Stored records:
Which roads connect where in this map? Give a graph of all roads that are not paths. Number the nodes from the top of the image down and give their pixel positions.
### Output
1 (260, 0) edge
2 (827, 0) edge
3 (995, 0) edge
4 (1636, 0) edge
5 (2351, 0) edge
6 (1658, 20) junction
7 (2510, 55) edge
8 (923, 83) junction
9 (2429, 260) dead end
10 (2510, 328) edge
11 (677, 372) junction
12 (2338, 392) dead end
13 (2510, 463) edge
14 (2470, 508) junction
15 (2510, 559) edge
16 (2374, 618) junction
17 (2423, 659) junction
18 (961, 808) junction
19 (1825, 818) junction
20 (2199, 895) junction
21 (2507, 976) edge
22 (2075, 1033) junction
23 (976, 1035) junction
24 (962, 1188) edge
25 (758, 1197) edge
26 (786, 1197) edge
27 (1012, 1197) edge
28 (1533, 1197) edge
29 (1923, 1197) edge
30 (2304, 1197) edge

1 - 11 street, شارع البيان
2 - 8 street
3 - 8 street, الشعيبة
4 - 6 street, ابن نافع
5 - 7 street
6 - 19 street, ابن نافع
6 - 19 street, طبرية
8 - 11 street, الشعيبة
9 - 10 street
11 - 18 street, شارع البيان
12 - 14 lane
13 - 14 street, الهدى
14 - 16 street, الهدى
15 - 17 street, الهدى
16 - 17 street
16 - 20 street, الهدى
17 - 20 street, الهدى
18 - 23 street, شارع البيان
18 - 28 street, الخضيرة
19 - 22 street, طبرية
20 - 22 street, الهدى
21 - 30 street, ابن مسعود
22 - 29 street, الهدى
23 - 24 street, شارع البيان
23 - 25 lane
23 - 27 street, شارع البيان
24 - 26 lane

* TO DO
Your answer must consist of every line above, reproduced exactly.

* SOLVED EXERCISE
Which roads connect where in this map? Give a graph of all roads that are not paths. Number the nodes from the top of the image down and give their pixel positions.
### Output
1 (260, 0) edge
2 (827, 0) edge
3 (995, 0) edge
4 (1636, 0) edge
5 (2351, 0) edge
6 (1658, 20) junction
7 (2510, 55) edge
8 (923, 83) junction
9 (2429, 260) dead end
10 (2510, 328) edge
11 (677, 372) junction
12 (2338, 392) dead end
13 (2510, 463) edge
14 (2470, 508) junction
15 (2510, 559) edge
16 (2374, 618) junction
17 (2423, 659) junction
18 (961, 808) junction
19 (1825, 818) junction
20 (2199, 895) junction
21 (2507, 976) edge
22 (2075, 1033) junction
23 (976, 1035) junction
24 (962, 1188) edge
25 (758, 1197) edge
26 (786, 1197) edge
27 (1012, 1197) edge
28 (1533, 1197) edge
29 (1923, 1197) edge
30 (2304, 1197) edge

1 - 11 street, شارع البيان
2 - 8 street
3 - 8 street, الشعيبة
4 - 6 street, ابن نافع
5 - 7 street
6 - 19 street, ابن نافع
6 - 19 street, طبرية
8 - 11 street, الشعيبة
9 - 10 street
11 - 18 street, شارع البيان
12 - 14 lane
13 - 14 street, الهدى
14 - 16 street, الهدى
15 - 17 street, الهدى
16 - 17 street
16 - 20 street, الهدى
17 - 20 street, الهدى
18 - 23 street, شارع البيان
18 - 28 street, الخضيرة
19 - 22 street, طبرية
20 - 22 street, الهدى
21 - 30 street, ابن مسعود
22 - 29 street, الهدى
23 - 24 street, شارع البيان
23 - 25 lane
23 - 27 street, شارع البيان
24 - 26 lane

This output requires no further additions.